• **Task description**
Every line of the data below that holds the string "الخضير" needs to be reported.

↓↓↓

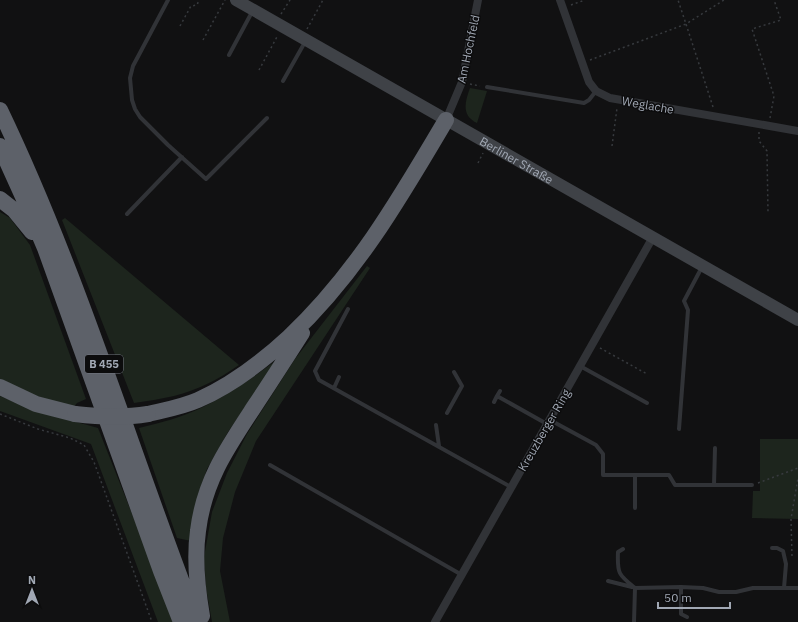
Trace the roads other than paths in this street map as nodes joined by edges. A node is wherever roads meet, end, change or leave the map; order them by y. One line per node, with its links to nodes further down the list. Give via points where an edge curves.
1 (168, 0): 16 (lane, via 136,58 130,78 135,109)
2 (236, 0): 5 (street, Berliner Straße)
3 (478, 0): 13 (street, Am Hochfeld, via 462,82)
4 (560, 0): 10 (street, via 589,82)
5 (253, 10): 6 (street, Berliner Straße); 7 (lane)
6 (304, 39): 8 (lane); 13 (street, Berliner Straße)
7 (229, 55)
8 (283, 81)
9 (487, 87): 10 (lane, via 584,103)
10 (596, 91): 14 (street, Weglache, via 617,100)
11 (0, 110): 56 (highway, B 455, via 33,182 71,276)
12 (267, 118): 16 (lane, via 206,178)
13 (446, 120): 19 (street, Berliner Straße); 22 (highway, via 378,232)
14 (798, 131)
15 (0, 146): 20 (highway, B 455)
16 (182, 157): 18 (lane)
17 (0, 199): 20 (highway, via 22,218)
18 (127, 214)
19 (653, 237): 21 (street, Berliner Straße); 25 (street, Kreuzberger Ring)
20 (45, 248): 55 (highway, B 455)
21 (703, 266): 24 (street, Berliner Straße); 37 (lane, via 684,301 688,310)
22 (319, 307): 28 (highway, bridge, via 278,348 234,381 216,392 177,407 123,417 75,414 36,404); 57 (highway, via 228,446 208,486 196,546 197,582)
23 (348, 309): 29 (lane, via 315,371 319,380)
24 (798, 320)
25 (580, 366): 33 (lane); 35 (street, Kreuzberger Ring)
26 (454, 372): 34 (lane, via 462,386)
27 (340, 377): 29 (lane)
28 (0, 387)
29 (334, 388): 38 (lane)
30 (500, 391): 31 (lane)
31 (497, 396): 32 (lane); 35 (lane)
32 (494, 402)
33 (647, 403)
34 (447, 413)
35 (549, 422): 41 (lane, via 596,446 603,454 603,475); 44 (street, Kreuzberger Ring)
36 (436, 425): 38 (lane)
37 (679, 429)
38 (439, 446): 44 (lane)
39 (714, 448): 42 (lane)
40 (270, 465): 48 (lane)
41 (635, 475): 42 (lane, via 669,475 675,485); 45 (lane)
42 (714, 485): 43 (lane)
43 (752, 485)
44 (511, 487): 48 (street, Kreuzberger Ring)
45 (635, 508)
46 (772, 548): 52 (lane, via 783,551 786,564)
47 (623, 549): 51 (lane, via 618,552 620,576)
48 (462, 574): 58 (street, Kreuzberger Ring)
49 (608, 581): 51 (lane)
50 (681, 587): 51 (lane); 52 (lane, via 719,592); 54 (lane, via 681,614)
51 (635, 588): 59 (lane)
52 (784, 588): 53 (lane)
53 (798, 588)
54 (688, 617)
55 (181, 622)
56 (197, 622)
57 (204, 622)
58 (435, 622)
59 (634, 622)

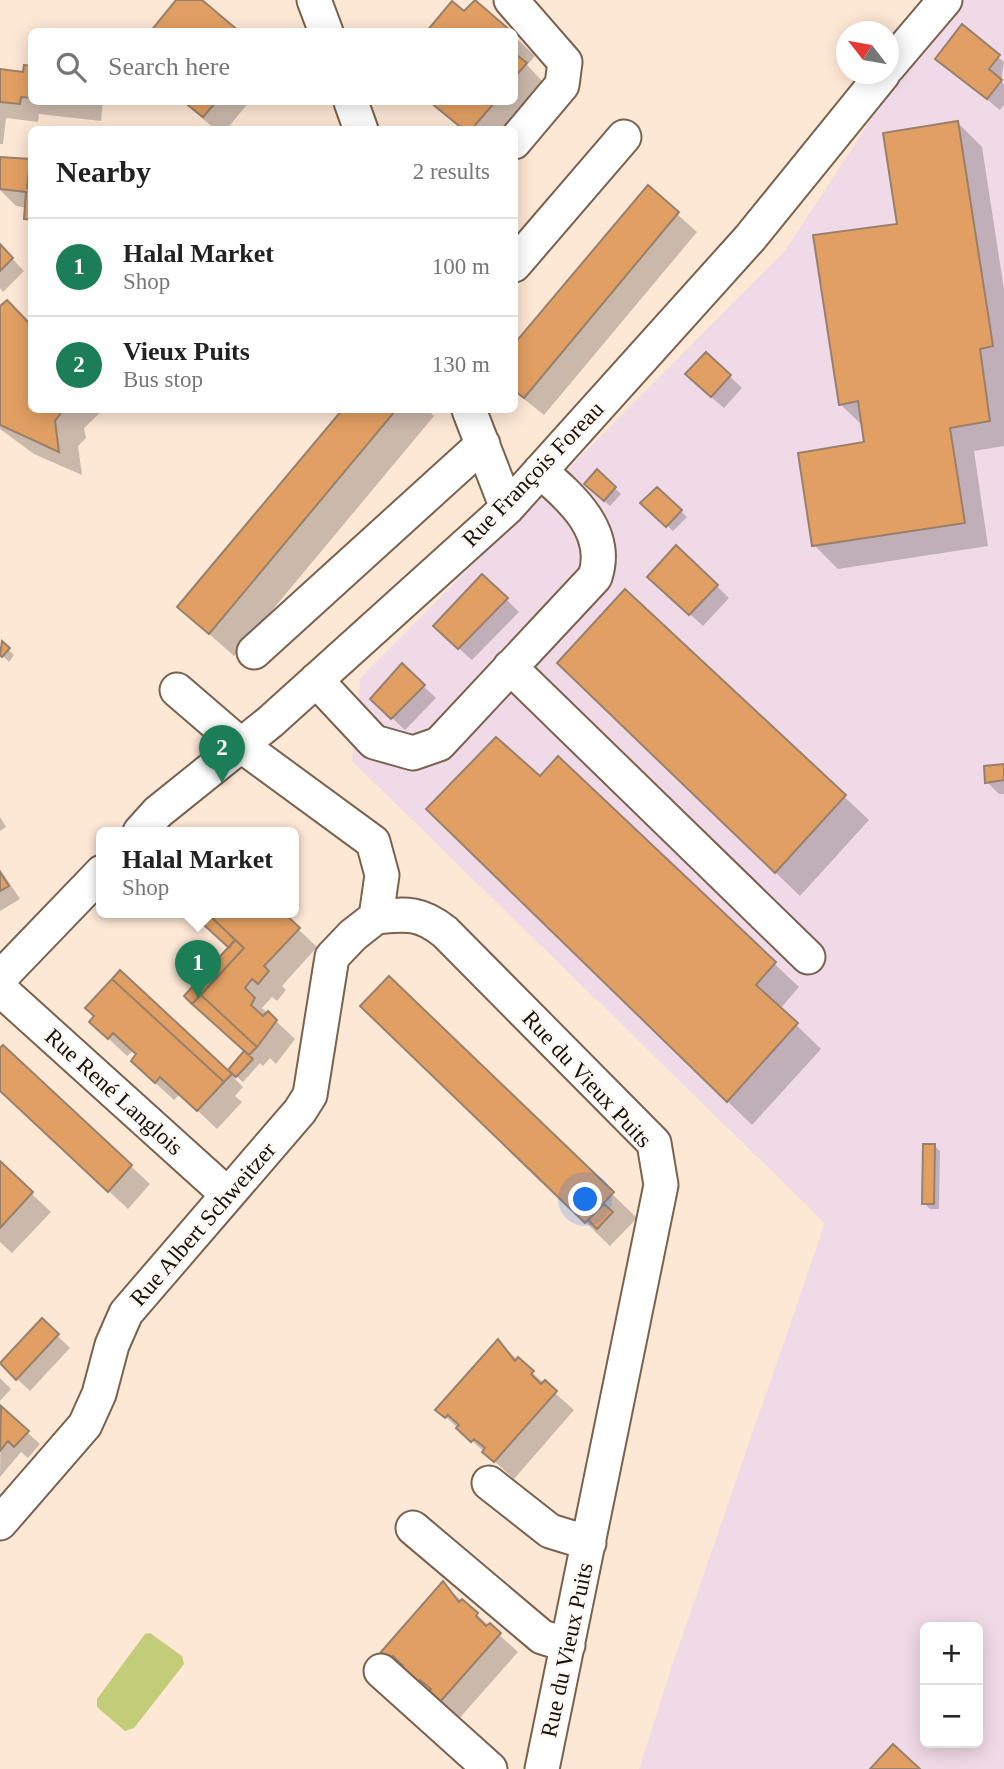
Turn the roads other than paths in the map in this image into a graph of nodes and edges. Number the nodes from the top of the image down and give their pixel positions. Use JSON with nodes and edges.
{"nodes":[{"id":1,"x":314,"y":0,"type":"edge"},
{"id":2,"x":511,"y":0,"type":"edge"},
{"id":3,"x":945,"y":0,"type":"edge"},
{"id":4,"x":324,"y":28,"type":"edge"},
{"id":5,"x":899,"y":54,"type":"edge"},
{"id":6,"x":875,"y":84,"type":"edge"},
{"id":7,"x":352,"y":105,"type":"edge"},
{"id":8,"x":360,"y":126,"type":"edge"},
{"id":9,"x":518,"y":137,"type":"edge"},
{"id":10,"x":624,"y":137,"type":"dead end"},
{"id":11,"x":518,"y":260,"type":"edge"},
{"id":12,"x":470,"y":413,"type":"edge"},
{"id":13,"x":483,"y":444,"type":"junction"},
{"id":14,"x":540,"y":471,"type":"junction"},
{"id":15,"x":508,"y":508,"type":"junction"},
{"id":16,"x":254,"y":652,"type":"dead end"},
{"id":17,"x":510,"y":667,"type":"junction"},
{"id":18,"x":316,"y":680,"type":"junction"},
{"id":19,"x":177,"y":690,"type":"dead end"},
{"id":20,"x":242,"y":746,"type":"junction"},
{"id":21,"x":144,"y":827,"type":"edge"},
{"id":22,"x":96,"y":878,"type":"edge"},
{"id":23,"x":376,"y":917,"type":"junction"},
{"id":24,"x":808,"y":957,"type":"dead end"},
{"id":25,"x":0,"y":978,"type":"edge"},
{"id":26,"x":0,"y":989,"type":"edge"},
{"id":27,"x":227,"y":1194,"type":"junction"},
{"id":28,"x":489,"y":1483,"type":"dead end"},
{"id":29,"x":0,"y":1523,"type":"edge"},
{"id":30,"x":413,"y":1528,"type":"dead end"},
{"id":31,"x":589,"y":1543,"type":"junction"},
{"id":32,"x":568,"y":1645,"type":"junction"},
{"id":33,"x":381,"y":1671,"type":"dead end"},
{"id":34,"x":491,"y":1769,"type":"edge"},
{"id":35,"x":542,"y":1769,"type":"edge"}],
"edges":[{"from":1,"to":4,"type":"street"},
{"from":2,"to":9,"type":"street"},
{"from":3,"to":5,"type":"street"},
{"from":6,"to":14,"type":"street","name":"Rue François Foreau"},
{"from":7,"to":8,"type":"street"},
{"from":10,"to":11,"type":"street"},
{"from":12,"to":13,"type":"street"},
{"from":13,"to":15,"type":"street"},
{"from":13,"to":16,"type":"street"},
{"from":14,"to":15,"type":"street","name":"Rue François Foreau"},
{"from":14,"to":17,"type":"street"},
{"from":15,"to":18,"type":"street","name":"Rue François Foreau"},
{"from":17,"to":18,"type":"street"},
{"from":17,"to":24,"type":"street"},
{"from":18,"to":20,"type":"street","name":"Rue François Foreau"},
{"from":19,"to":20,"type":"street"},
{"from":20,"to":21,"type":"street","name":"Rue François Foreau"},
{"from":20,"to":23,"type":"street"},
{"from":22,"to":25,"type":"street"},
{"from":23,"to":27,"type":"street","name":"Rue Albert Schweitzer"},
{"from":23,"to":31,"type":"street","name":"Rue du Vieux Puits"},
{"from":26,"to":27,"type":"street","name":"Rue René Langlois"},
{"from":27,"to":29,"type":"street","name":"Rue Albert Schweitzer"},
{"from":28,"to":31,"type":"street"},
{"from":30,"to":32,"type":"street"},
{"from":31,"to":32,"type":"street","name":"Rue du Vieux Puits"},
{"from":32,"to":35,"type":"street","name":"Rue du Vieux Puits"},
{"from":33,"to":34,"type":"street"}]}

↑↑↑
↓↓↓

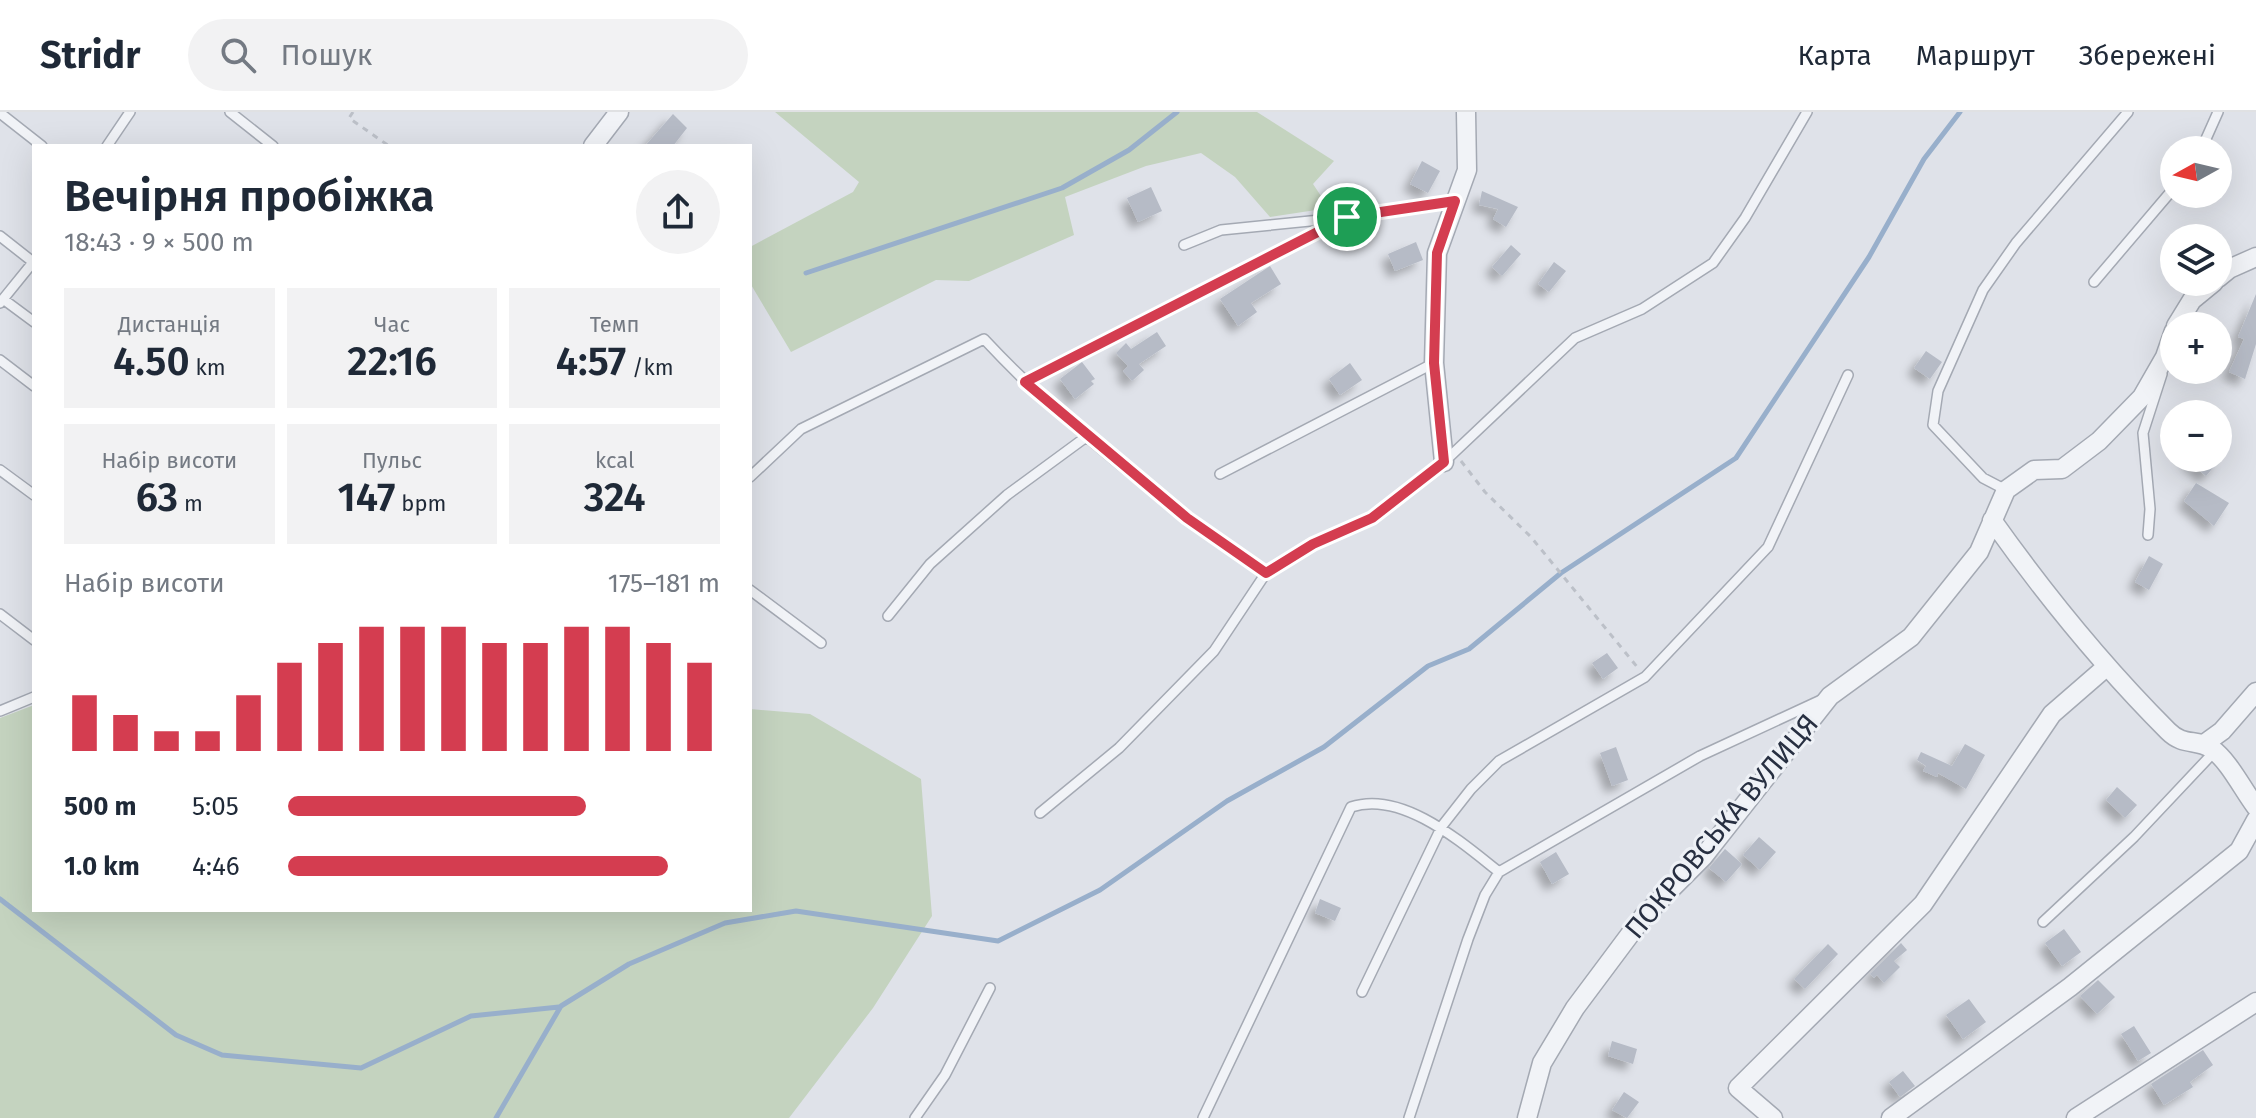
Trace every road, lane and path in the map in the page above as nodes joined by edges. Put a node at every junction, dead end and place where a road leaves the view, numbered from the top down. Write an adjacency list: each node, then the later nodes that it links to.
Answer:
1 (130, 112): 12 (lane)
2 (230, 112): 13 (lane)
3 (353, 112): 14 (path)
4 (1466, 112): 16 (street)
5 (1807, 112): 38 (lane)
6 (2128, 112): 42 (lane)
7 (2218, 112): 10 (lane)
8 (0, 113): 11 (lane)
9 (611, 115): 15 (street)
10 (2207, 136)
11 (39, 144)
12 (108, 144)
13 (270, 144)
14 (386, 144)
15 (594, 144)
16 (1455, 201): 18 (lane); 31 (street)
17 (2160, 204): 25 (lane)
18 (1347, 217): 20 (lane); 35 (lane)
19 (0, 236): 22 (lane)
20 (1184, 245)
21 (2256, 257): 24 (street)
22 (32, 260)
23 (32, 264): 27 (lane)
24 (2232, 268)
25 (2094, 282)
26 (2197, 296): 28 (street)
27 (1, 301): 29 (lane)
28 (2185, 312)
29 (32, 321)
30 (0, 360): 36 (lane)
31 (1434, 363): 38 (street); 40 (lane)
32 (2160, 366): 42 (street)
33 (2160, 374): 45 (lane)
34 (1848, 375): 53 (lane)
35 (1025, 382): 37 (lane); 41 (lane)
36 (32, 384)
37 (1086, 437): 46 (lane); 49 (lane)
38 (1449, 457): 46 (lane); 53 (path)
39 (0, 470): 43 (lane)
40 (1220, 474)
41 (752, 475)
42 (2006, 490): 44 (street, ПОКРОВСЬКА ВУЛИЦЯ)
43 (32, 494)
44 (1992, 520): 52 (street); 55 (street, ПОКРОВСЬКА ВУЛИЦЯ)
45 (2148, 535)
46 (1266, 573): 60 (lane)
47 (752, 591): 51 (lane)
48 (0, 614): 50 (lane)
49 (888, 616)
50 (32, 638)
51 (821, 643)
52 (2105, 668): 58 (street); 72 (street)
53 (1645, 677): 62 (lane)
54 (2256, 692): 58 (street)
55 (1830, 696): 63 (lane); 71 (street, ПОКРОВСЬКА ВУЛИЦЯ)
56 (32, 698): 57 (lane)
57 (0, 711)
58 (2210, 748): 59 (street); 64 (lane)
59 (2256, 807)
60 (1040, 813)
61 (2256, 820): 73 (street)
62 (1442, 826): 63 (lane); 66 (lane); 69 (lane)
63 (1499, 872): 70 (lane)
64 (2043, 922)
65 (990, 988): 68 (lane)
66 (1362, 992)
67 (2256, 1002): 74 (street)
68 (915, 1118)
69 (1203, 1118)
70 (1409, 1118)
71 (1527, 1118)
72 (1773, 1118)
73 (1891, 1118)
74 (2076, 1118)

↑↑↑
↓↓↓

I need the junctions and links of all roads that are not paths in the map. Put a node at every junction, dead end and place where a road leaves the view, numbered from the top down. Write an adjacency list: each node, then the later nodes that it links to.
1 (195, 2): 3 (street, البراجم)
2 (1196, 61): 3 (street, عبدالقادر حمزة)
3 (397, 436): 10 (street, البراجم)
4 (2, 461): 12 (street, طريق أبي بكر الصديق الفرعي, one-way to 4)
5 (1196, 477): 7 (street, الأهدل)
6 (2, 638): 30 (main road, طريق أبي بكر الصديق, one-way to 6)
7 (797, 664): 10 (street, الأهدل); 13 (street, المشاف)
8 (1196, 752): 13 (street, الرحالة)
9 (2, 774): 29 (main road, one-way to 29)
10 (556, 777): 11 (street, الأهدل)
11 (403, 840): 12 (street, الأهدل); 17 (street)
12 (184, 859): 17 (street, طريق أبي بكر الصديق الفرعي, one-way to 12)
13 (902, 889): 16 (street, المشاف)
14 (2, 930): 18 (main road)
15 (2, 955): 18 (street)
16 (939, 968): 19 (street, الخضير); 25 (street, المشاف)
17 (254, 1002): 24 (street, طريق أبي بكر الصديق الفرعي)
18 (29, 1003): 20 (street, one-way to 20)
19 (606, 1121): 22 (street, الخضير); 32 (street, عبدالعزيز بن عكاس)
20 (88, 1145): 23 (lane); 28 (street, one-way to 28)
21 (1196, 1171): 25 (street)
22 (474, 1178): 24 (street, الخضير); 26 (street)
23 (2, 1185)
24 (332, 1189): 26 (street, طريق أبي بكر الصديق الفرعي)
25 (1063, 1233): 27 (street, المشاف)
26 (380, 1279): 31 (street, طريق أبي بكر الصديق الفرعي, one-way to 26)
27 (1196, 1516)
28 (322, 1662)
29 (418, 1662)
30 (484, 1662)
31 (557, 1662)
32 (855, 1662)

↑↑↑

• **Result below**
16 (939, 968): 19 (street, الخضير); 25 (street, المشاف)
19 (606, 1121): 22 (street, الخضير); 32 (street, عبدالعزيز بن عكاس)
22 (474, 1178): 24 (street, الخضير); 26 (street)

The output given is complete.